*Supplied data*.
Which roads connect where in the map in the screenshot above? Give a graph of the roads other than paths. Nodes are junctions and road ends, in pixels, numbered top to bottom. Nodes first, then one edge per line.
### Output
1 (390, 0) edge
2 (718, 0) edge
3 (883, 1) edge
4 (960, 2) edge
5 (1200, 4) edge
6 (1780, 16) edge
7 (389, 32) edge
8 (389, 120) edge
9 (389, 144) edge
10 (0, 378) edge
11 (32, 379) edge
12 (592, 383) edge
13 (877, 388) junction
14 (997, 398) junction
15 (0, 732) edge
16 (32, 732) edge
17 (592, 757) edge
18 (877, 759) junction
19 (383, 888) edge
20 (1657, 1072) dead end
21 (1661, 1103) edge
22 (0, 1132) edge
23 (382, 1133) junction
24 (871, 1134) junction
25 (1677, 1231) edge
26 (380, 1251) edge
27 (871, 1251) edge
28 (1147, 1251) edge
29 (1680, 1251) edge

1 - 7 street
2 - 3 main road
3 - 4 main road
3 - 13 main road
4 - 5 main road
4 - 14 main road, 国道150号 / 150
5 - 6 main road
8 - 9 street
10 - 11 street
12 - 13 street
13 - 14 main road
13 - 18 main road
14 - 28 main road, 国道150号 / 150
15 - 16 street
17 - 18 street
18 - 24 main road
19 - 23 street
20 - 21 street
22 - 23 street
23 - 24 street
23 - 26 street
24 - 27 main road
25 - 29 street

*What you are asked to do*. Give a verbatim copy of the material above.

*Expected answer*.
Which roads connect where in the map in the screenshot above? Give a graph of the roads other than paths. Nodes are junctions and road ends, in pixels, numbered top to bottom. Nodes first, then one edge per line.
### Output
1 (390, 0) edge
2 (718, 0) edge
3 (883, 1) edge
4 (960, 2) edge
5 (1200, 4) edge
6 (1780, 16) edge
7 (389, 32) edge
8 (389, 120) edge
9 (389, 144) edge
10 (0, 378) edge
11 (32, 379) edge
12 (592, 383) edge
13 (877, 388) junction
14 (997, 398) junction
15 (0, 732) edge
16 (32, 732) edge
17 (592, 757) edge
18 (877, 759) junction
19 (383, 888) edge
20 (1657, 1072) dead end
21 (1661, 1103) edge
22 (0, 1132) edge
23 (382, 1133) junction
24 (871, 1134) junction
25 (1677, 1231) edge
26 (380, 1251) edge
27 (871, 1251) edge
28 (1147, 1251) edge
29 (1680, 1251) edge

1 - 7 street
2 - 3 main road
3 - 4 main road
3 - 13 main road
4 - 5 main road
4 - 14 main road, 国道150号 / 150
5 - 6 main road
8 - 9 street
10 - 11 street
12 - 13 street
13 - 14 main road
13 - 18 main road
14 - 28 main road, 国道150号 / 150
15 - 16 street
17 - 18 street
18 - 24 main road
19 - 23 street
20 - 21 street
22 - 23 street
23 - 24 street
23 - 26 street
24 - 27 main road
25 - 29 street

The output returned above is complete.